3.1 Localisation et choix des sites d’échantillonnage

Dans le cadre des travaux d’échantillonnage dirigés par le MDN en automne 2006, sept sites de carottage ont été sélectionnés dans la portion sud-ouest du lac Saint-Pierre, entre la pointe de Baie-du-Febvre et l’embouchure de la rivière Saint-François (Figure 1). Cette étude de caractérisation complète par ailleurs une partie de nos travaux réalisés sur la contamination des berges des rivières Saint-François et Massawippi (SAINT-LAURENT et al., 2008). Pour cette étude, la sélection des sites d’échantillonnage s’est basée sur les résultats d’un rapport préliminaire de 2006 de la firme Zajdlik & Associates Inc. (rapport non publié), indiquant que la portion sud du lac Saint-Pierre serait contaminée par divers contaminants, dont l’arsenic, le chrome, le cuivre, le nickel et qu’un certain nombre d’échantillons contiendraient des matériaux énergétiques (« energetic materials »), mais en faible quantité. Les zones les plus affectées par les contaminants métalliques, selon le rapport de ZAJDLIK et al. (2006), sont situées près de l’embouchure de la rivière Saint-François (canal tardif) et légèrement au large de l’embouchure. Ces analyses proviennent des sédiments de surface et aucun carottage n’a été réalisé dans ce secteur sud-ouest du lac. Le rapport de CUSSON et LATREILLE (2003) fournit également la localisation des sites présentant les zones sédimentaires les plus affectées par des concentrations élevées en éléments métalliques, dont le chrome et le cuivre.
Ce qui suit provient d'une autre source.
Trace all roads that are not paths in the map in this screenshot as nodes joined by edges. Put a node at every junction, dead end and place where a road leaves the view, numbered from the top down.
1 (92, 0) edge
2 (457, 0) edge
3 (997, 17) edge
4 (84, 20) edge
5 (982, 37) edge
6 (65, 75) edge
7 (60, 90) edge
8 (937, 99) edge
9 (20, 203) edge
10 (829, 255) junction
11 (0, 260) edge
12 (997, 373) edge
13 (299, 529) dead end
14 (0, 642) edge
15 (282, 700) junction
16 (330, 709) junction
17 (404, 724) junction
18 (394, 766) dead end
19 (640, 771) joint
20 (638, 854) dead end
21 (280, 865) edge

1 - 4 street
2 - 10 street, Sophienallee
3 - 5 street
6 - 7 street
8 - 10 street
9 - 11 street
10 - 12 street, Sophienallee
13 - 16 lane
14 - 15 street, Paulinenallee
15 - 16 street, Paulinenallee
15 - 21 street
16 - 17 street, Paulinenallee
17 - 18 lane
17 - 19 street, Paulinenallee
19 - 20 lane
Une partie de ces sites se situe également près de l’embouchure de la rivière Saint-François, notamment des échantillons prélevés aux sites Z1 et Z2 localisés à proximité de notre site d’échantillonnage LSP-06-C-04. Les critères qui guident le choix des sites d’échantillonnage sélectionnés par le MDN s’appuient donc sur ces travaux récents (CUSSON et LATREILLE, 2003; ZAJDLIK et al., 2006), lesquels ont ciblé différentes zones problématiques pour les teneurs élevées en éléments métalliques ou excédant les seuils définis par les critères sur la qualité des sédiments des organismes gouvernementaux (ENVIRONNEMENT CANADA et MDDEP, 2007).

Figure 1

Localisation des sites d'échantillonnage dans la portion sud-ouest du lac Saint-Pierre.

Location of sampling sites in the southwestern portion of Lake Saint-Pierre.

Localisation des sites d'échantillonnage dans la portion sud-ouest du lac Saint-Pierre.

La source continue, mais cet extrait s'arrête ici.